=== INPUT ===
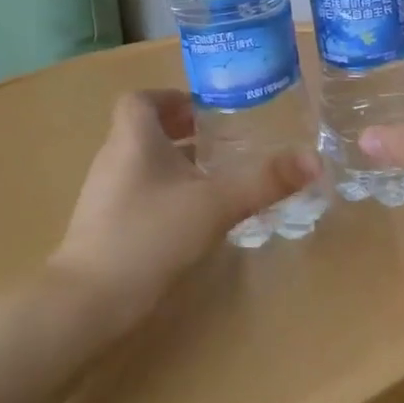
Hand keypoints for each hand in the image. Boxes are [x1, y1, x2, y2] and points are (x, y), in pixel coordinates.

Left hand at [51, 90, 317, 305]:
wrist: (88, 303)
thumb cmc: (150, 236)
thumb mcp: (216, 204)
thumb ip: (265, 180)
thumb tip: (315, 159)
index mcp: (133, 138)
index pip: (142, 99)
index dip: (173, 99)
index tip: (208, 113)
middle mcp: (114, 158)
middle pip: (147, 131)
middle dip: (186, 134)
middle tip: (226, 145)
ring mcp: (105, 195)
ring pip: (145, 165)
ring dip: (178, 165)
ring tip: (218, 180)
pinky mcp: (105, 227)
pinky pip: (140, 195)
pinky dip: (167, 195)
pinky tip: (194, 219)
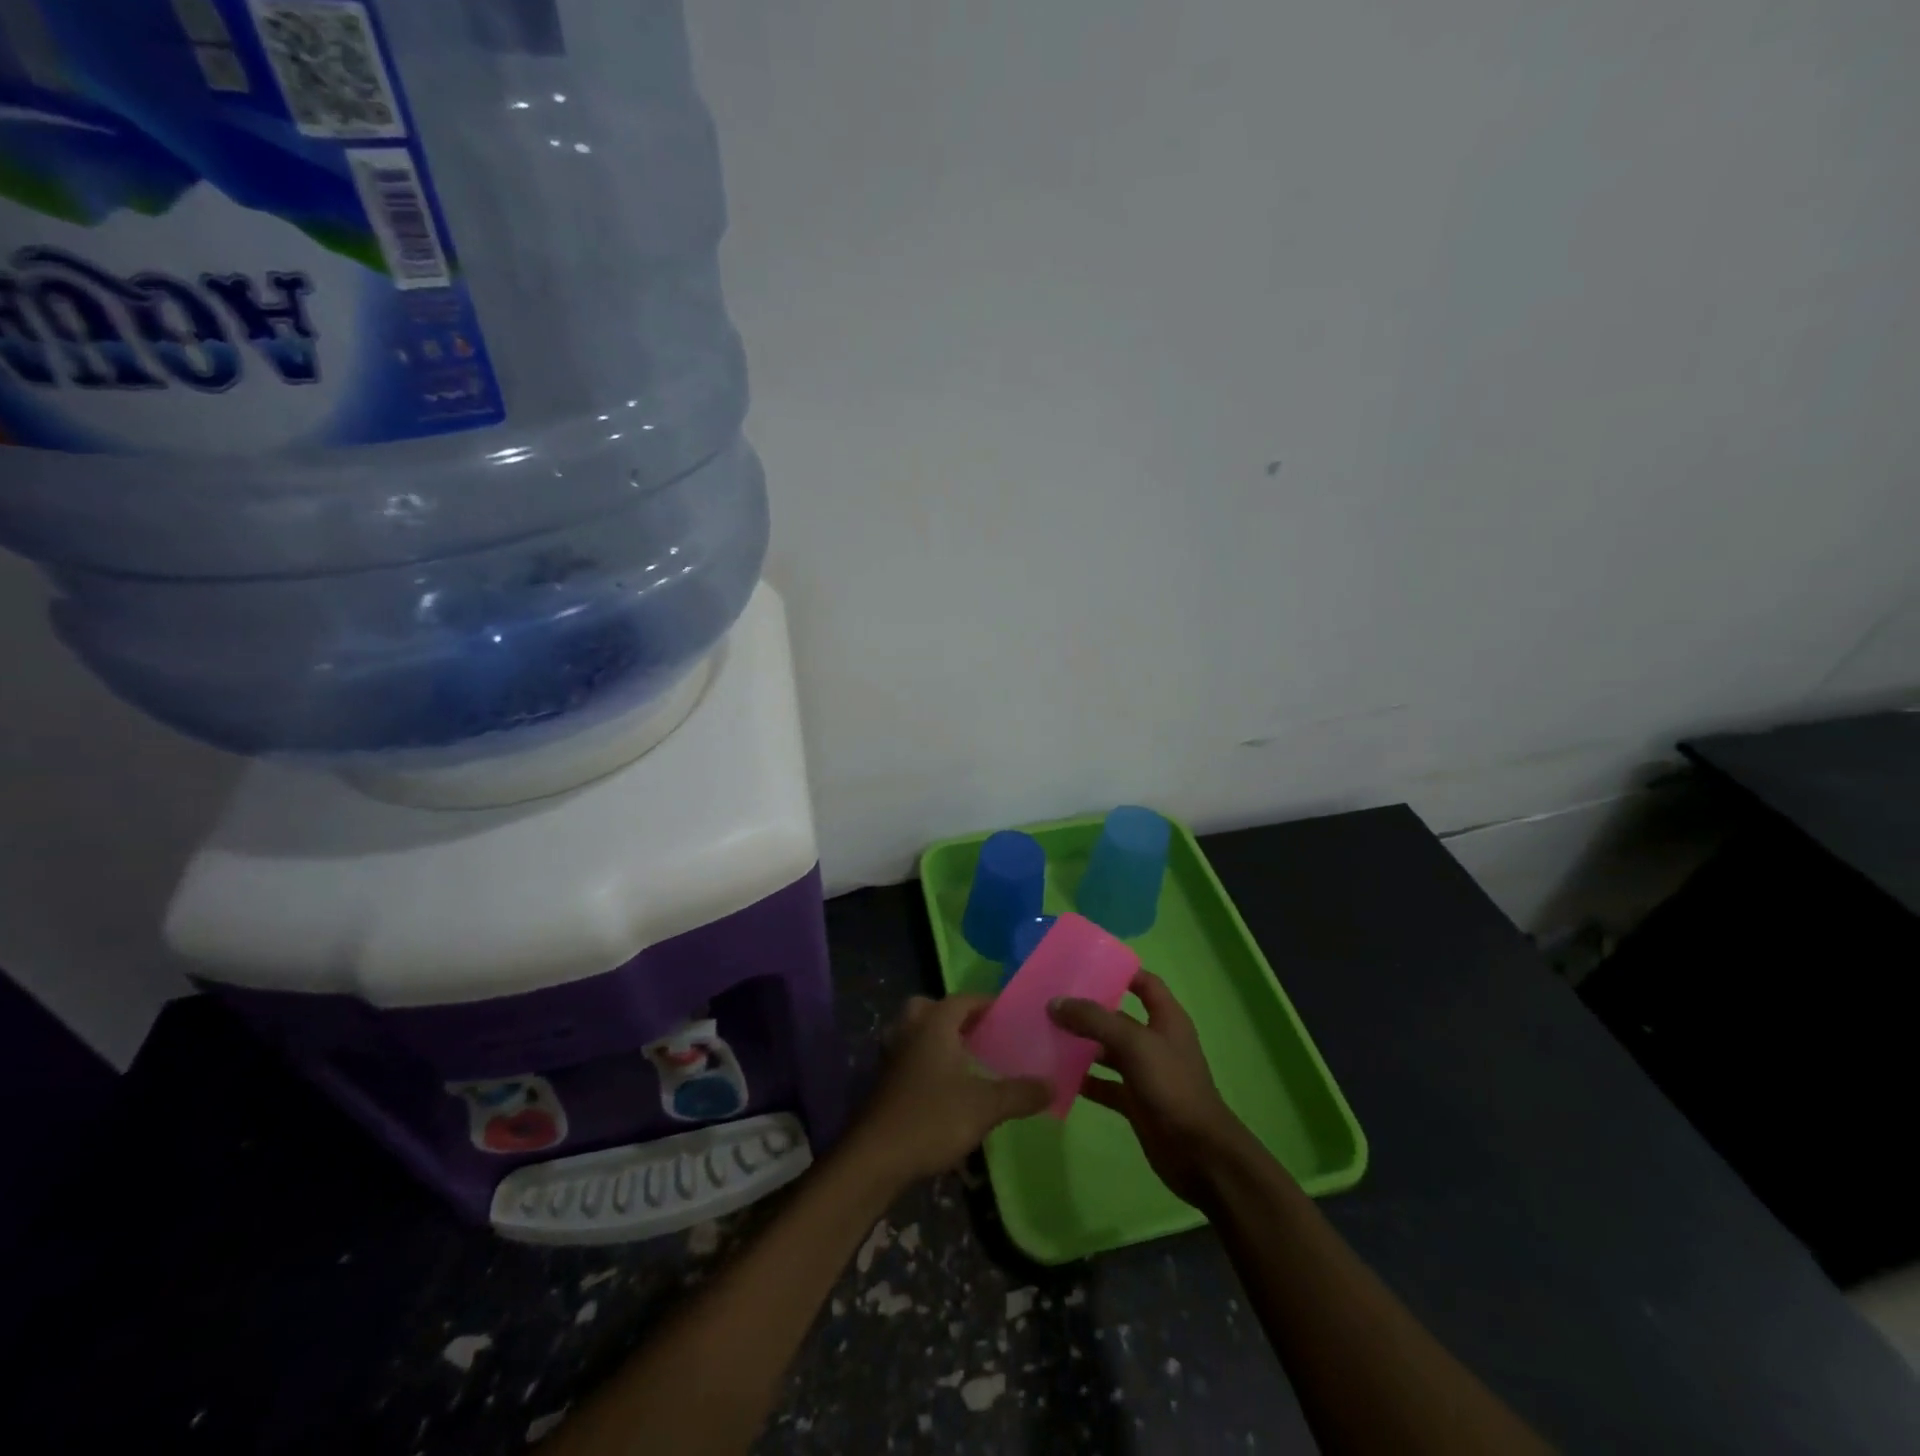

=== THE PROBLEM ===
Up to and including the last line of the listing, starting at the line with "Left hand at", extract every line exactly and leave out the pictures.

=== REPLY TO THE TASK ===
Left hand at [51, 90, 317, 305]:
wrist: (88, 303)
thumb cmc: (150, 236)
thumb mcp: (216, 204)
thumb ip: (265, 180)
thumb tip: (315, 159)
index mcp: (133, 138)
index pip: (142, 99)
index dip: (173, 99)
index tip: (208, 113)
middle mcp: (114, 158)
middle pip: (147, 131)
middle dip: (186, 134)
middle tip: (226, 145)
ring mcp: (105, 195)
ring pip: (145, 165)
ring dip: (178, 165)
ring tip: (218, 180)
pinky mcp: (105, 227)
pinky pip: (140, 195)
pinky dip: (167, 195)
pinky tip: (194, 219)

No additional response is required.